Because symptoms of mucormycosis can resemble those of other infections, a doctor may not be able to diagnose it immediately. Usually, the diagnosis is made when a doctor identifies the fungus in cultures of samples of infected tissue.

Did You Know…

Without early diagnosis and treatment, mucormycosis can damage the face so badly that the required surgery results in disfigurement.

Treatment

Most people with mucormycosis are treated with high doses of amphotericin B given intravenously. People with uncontrolled diabetes are given insulin to lower blood sugar levels.

Infected tissue and especially dead tissue must be removed by surgery. Early diagnosis and treatment of this infection are important to avoid death or extensive surgery, which often causes disfigurement.

Mucormycosis is very serious. Even when as much infected and dead tissue as possible is removed and antifungal drugs are used appropriately, many people with this infection die.

Paracoccidioidomycosis

Paracoccidioidomycosis (South American blastomycosis) is infection caused by the fungus Paracoccidioides brasiliensis.

Paracoccidioidomycosis usually involves the skin, mouth, throat, and lymph nodes, although it sometimes appears in the lungs, liver, or spleen. It is very common in South and Central America but rare in the United States. It infects people after they inhale the spores, which grow in the soil. Men aged 20 to 50 are typically affected.

Symptoms

Infected lymph nodes become swollen and may drain pus, but there is little pain. The lymph nodes most commonly infected are those in the neck and under the arms. Painful ulcers may form in the mouth. If the lungs are affected, people may have a cough and difficulty breathing. The liver and spleen may enlarge. Symptoms last a long time but are rarely fatal.

Diagnosis and Treatment

To diagnose the infection, a doctor takes tissue samples for examination under a microscope and for culture.

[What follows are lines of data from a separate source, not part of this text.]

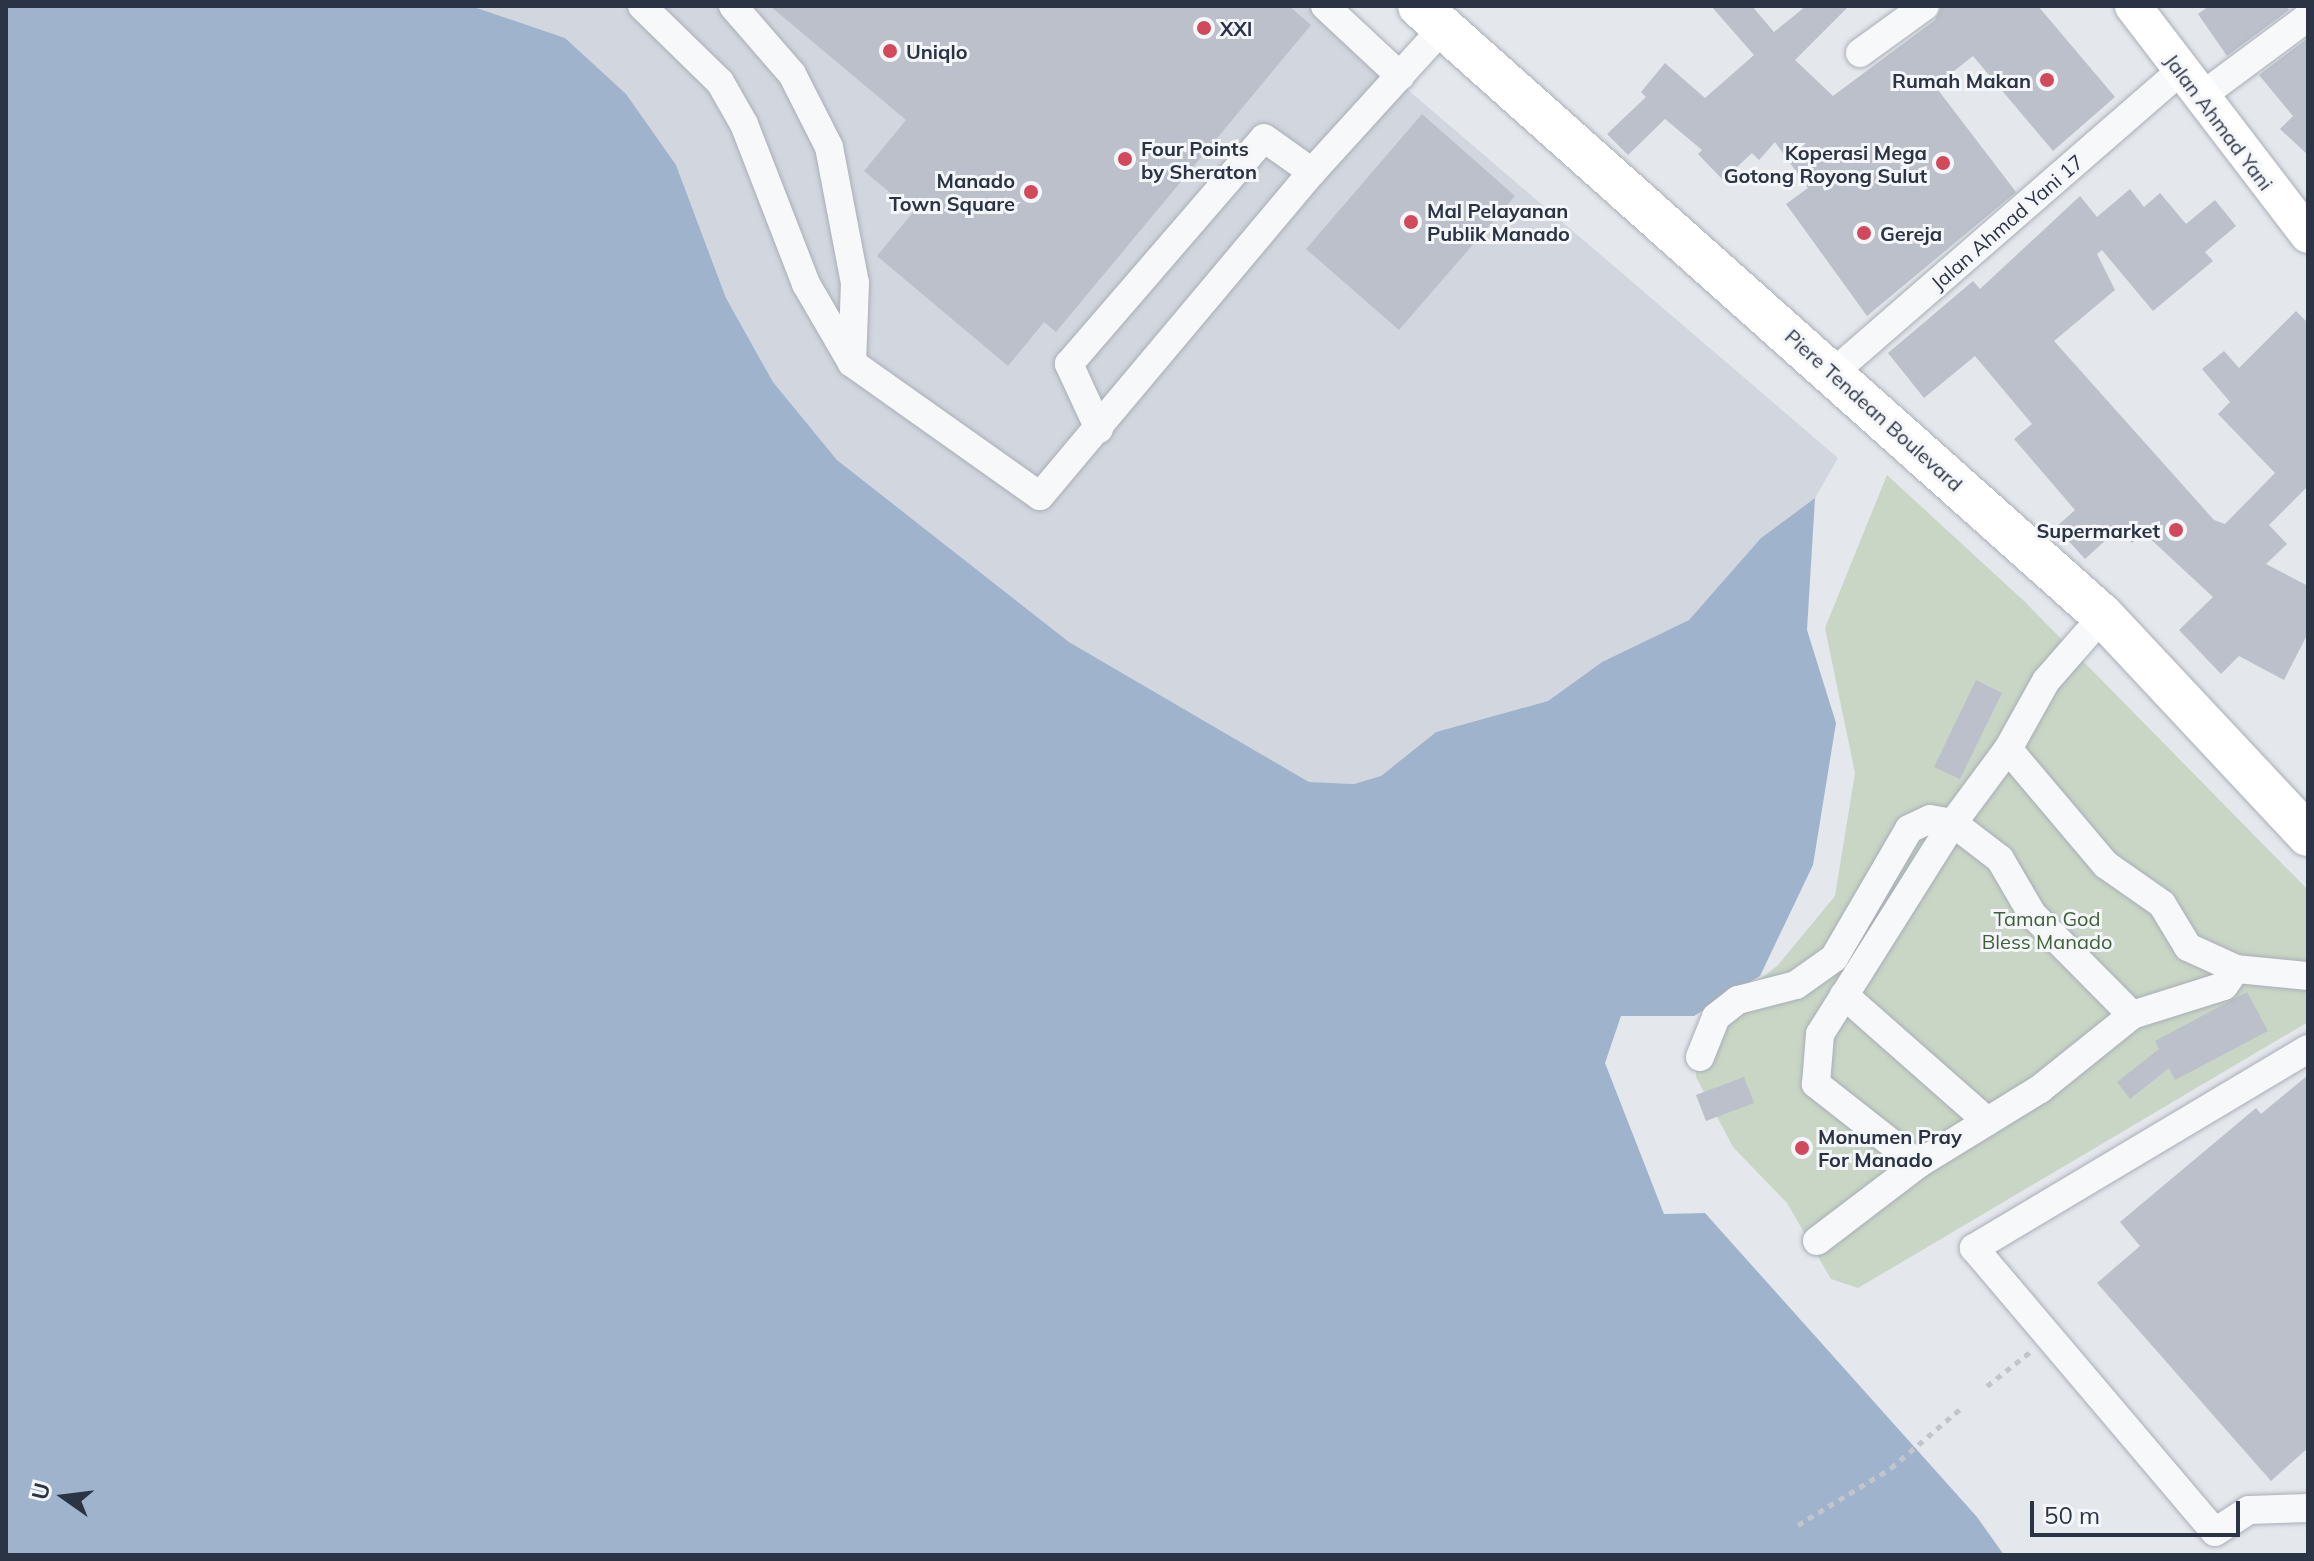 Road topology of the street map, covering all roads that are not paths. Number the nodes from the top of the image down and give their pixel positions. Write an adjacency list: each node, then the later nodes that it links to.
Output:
1 (642, 6): 13 (street)
2 (733, 6): 13 (street)
3 (1325, 6): 9 (street)
4 (1925, 6): 8 (street)
5 (2133, 6): 10 (main road, Jalan Ahmad Yani)
6 (1431, 17): 9 (street); 14 (highway, Piere Tendean Boulevard)
7 (2308, 17): 10 (street, Jalan Ahmad Yani 17)
8 (1860, 53)
9 (1400, 76): 11 (street)
10 (2190, 84): 12 (main road, Jalan Ahmad Yani); 14 (street, Jalan Ahmad Yani 17)
11 (1312, 172): 15 (street); 15 (street)
12 (2308, 235)
13 (852, 363): 15 (street)
14 (1833, 373): 16 (highway, Piere Tendean Boulevard)
15 (1099, 429)
16 (2092, 625): 17 (street); 19 (highway, Piere Tendean Boulevard)
17 (2008, 749): 18 (street); 20 (street)
18 (1953, 823): 22 (street); 23 (street); 25 (street)
19 (2308, 835)
20 (2236, 969): 21 (street); 23 (street)
21 (2308, 976)
22 (1844, 995): 26 (street); 27 (street)
23 (2132, 1015): 26 (street)
24 (2308, 1049): 29 (street)
25 (1700, 1057)
26 (1987, 1121): 27 (street)
27 (1918, 1164): 28 (street)
28 (1817, 1241)
29 (2308, 1508) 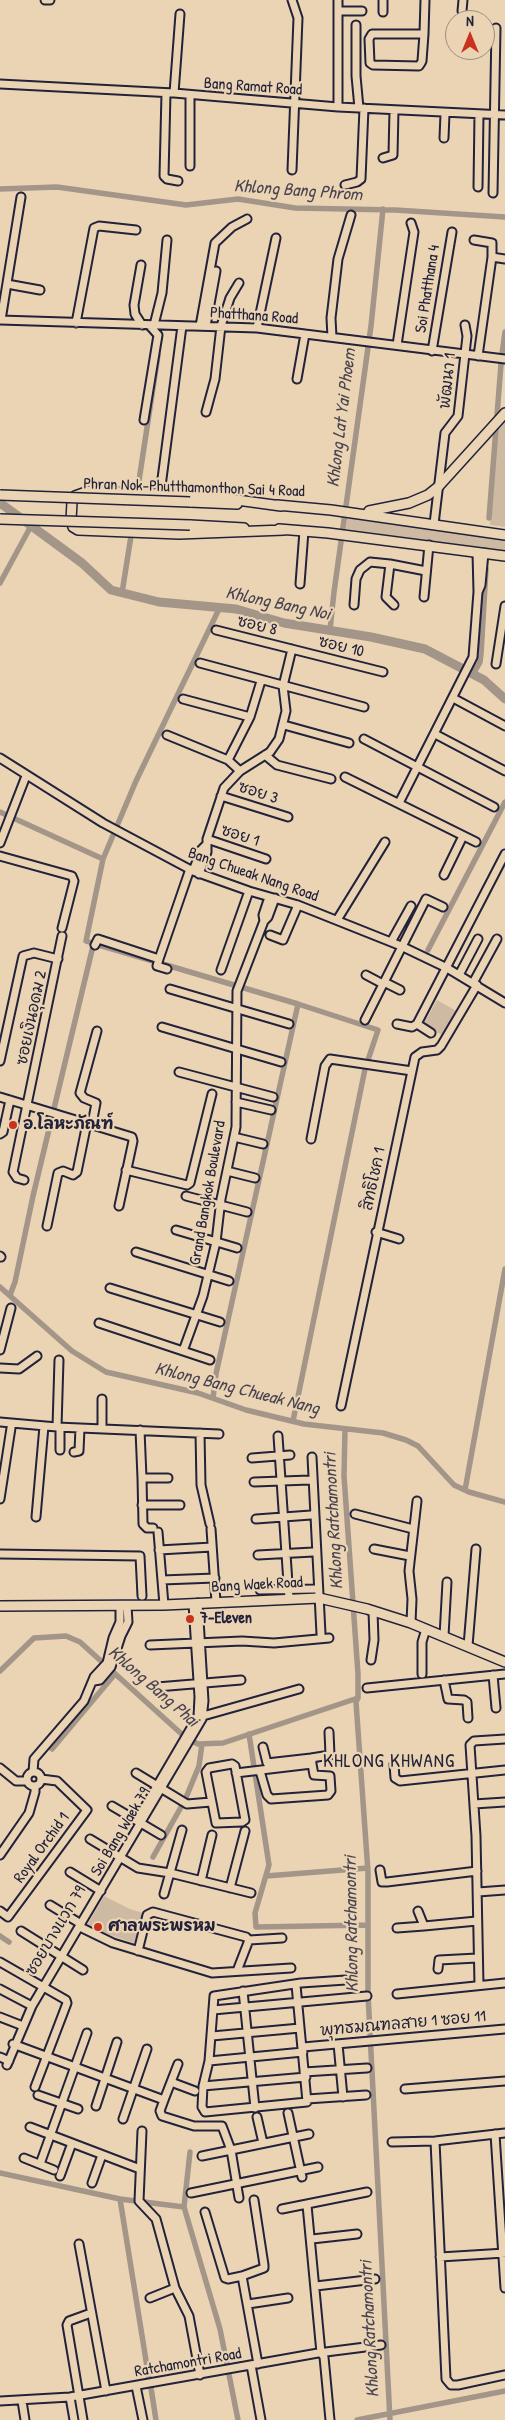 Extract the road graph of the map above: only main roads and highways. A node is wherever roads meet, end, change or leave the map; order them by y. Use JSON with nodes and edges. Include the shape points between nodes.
{"nodes":[{"id":1,"x":505,"y":412,"type":"edge"},
{"id":2,"x":0,"y":495,"type":"edge"},
{"id":3,"x":281,"y":506,"type":"junction"},
{"id":4,"x":354,"y":513,"type":"junction"},
{"id":5,"x":0,"y":519,"type":"edge"},
{"id":6,"x":284,"y":530,"type":"junction"},
{"id":7,"x":505,"y":535,"type":"edge"},
{"id":8,"x":505,"y":558,"type":"edge"},
{"id":9,"x":0,"y":1606,"type":"edge"},
{"id":10,"x":505,"y":1662,"type":"edge"}],
"edges":[{"from":1,"to":4,"type":"main road","via":[[428,495],[409,504]]},
{"from":2,"to":3,"type":"main road","name":"Phran Nok-Phutthamonthon Sai 4 Road","bridge":true},
{"from":3,"to":4,"type":"main road","name":"Phran Nok-Phutthamonthon Sai 4 Road"},
{"from":3,"to":6,"type":"main road","via":[[222,496],[81,492],[72,502],[73,527],[78,530],[192,535]]},
{"from":4,"to":7,"type":"main road","name":"Phran Nok-Phutthamonthon Sai 4 Road"},
{"from":5,"to":6,"type":"main road","bridge":true},
{"from":6,"to":8,"type":"main road","via":[[429,545]]},
{"from":9,"to":10,"type":"main road","name":"Bang Waek Road","via":[[196,1604],[289,1594],[370,1610],[426,1628]]}]} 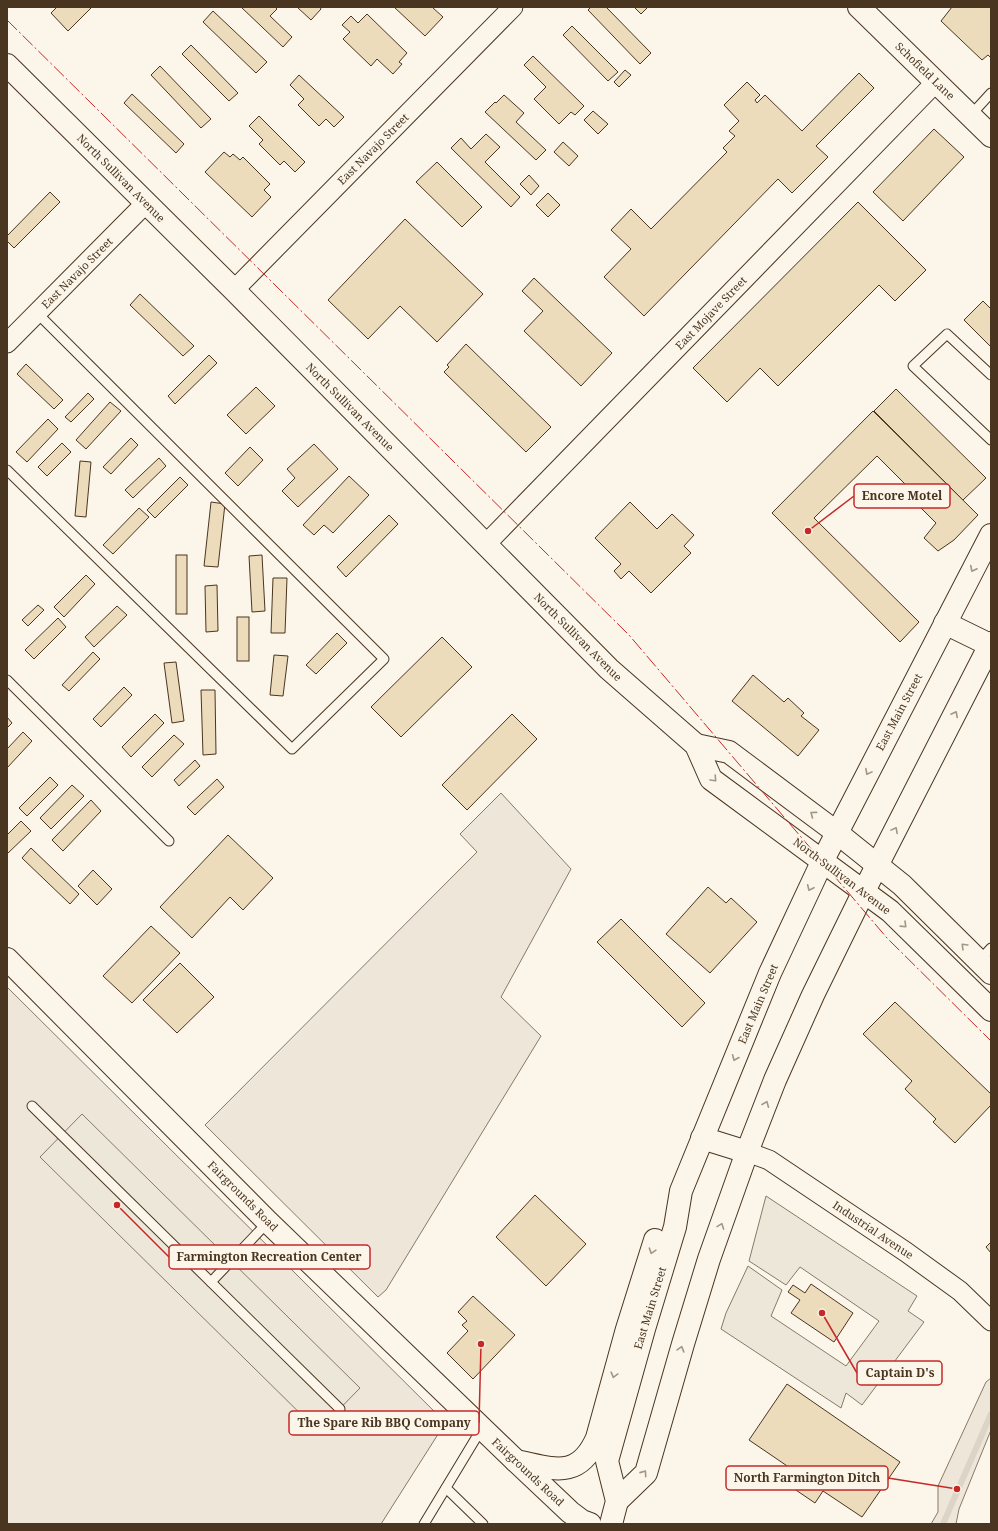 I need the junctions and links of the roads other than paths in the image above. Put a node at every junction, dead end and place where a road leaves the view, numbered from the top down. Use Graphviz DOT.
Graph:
graph roads {
  1 [pos="513,7"];
  2 [pos="859,7"];
  3 [pos="7,65"];
  4 [pos="936,82"];
  5 [pos="991,93"];
  6 [pos="970,116"];
  7 [pos="991,136"];
  8 [pos="146,203"];
  9 [pos="234,290"];
  10 [pos="37,313"];
  11 [pos="7,343"];
  12 [pos="991,375"];
  13 [pos="991,440"];
  14 [pos="7,470"];
  15 [pos="991,535"];
  16 [pos="486,544"];
  17 [pos="945,623"];
  18 [pos="991,645"];
  19 [pos="7,680"];
  20 [pos="696,745"];
  21 [pos="836,832"];
  22 [pos="169,841"];
  23 [pos="823,860"];
  24 [pos="877,864"];
  25 [pos="864,891"];
  26 [pos="7,959"];
  27 [pos="987,961"];
  28 [pos="991,1010"];
  29 [pos="32,1106"];
  30 [pos="702,1138"];
  31 [pos="747,1152"];
  32 [pos="681,1191"];
  33 [pos="268,1222"];
  34 [pos="211,1282"];
  35 [pos="991,1321"];
  36 [pos="340,1410"];
  37 [pos="482,1428"];
  38 [pos="516,1461"];
  39 [pos="446,1488"];
  40 [pos="617,1501"];
  41 [pos="424,1524"];
  42 [pos="483,1524"];
  43 [pos="590,1524"];
  44 [pos="611,1524"];
  1 -- 9 [label="street, East Navajo Street"];
  2 -- 4 [label="main road, Schofield Lane"];
  3 -- 8 [label="main road, North Sullivan Avenue"];
  4 -- 6 [label="main road, Schofield Lane"];
  4 -- 16 [label="street, East Mojave Street"];
  5 -- 6 [label="lane"];
  6 -- 7 [label="main road, Schofield Lane"];
  8 -- 9 [label="main road, North Sullivan Avenue"];
  8 -- 10 [label="street, East Navajo Street"];
  9 -- 16 [label="main road, North Sullivan Avenue"];
  10 -- 11 [label="street, East Navajo Street"];
  10 -- 14 [label="lane"];
  12 -- 13 [label="lane"];
  15 -- 17 [label="main road, East Main Street, one-way"];
  16 -- 20 [label="main road, North Sullivan Avenue"];
  17 -- 18 [label="main road"];
  17 -- 21 [label="main road, East Main Street, one-way"];
  24 -- 18 [label="main road, one-way"];
  19 -- 22 [label="lane"];
  21 -- 20 [label="main road, North Sullivan Avenue, one-way"];
  20 -- 23 [label="main road, North Sullivan Avenue, one-way"];
  21 -- 23 [label="main road, East Main Street"];
  21 -- 24 [label="main road, North Sullivan Avenue"];
  23 -- 25 [label="main road, North Sullivan Avenue"];
  23 -- 30 [label="main road, East Main Street, one-way"];
  24 -- 25 [label="main road"];
  27 -- 24 [label="main road, North Sullivan Avenue, one-way"];
  25 -- 28 [label="main road, North Sullivan Avenue, one-way"];
  31 -- 25 [label="main road, one-way"];
  26 -- 33 [label="main road, Fairgrounds Road"];
  29 -- 34 [label="lane"];
  30 -- 31 [label="main road"];
  30 -- 32 [label="main road, East Main Street"];
  31 -- 35 [label="street, Industrial Avenue"];
  40 -- 31 [label="main road, one-way"];
  32 -- 38 [label="main road, one-way"];
  32 -- 40 [label="main road, East Main Street"];
  33 -- 34 [label="lane"];
  33 -- 37 [label="main road, Fairgrounds Road"];
  34 -- 36 [label="lane"];
  37 -- 38 [label="main road, Fairgrounds Road"];
  37 -- 39 [label="lane"];
  38 -- 43 [label="main road, Fairgrounds Road"];
  39 -- 41 [label="lane"];
  39 -- 42 [label="lane"];
  40 -- 44 [label="main road, East Main Street"];
}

The antifungal drug itraconazole is the treatment of choice. Amphotericin B is also effective, but because of its side effects, it is reserved for very severe cases.

Sporotrichosis

Sporotrichosis is infection caused by the fungus Sporothrix schenckii.

The infection develops when the fungi enter the body through a puncture wound.

Usually, the skin and lymph nodes are infected, resulting in bumps on the skin and swollen lymph nodes.

Rarely, the lungs, joints, or other parts of the body are infected.

Diagnosis requires culture and identification of the fungus in a sample of infected tissue.

Itraconazole is used to treat most infections, but amphotericin B is required for bodywide infections.

Sporothrix fungi typically grow on rosebushes, barberry bushes, sphagnum moss, and other mulches. In contrast to many other fungal infections, Sporothrix fungi enter the body through a puncture wound to the skin. Most often, farmers, gardeners, and horticulturists are infected.

Sporotrichosis affects mainly the skin and nearby lymphatic vessels. Very rarely, bones, joints, lungs, or other tissues are infected.

Symptoms and Diagnosis

An infection of the skin typically starts on a finger as a small, nontender bump (nodule) that slowly enlarges and forms a sore. Over the next several days or weeks, the infection spreads through the lymphatic vessels of the finger, hand, and arm to the lymph nodes, forming nodules and sores along the way. Even at this stage, there is little or no pain. Usually, people have no other symptoms. This infection is seldom fatal.

An infection in the lungs may cause pneumonia, with a slight chest pain and cough. Lung infection usually occurs in people who have another lung disorder, such as emphysema. Joint infection causes swelling and makes movement painful. Rarely, an infection develops in other areas and can spread throughout the body. Such infections are life threatening.

The characteristic nodules and sores may lead a doctor to suspect sporotrichosis. The diagnosis is confirmed by growing (culturing) and identifying Sporothrix in samples of infected tissue.

Treatment

Skin infections are treated with itraconazole given by mouth. Potassium iodide, given by mouth, may be prescribed instead, but it is not as effective and, in most people, has side effects (such as a rash, a runny nose, and inflammation of the eyes, mouth, and throat).

Lung and bone infections may also be treated with itraconazole. For bodywide infections, amphotericin B is given intravenously.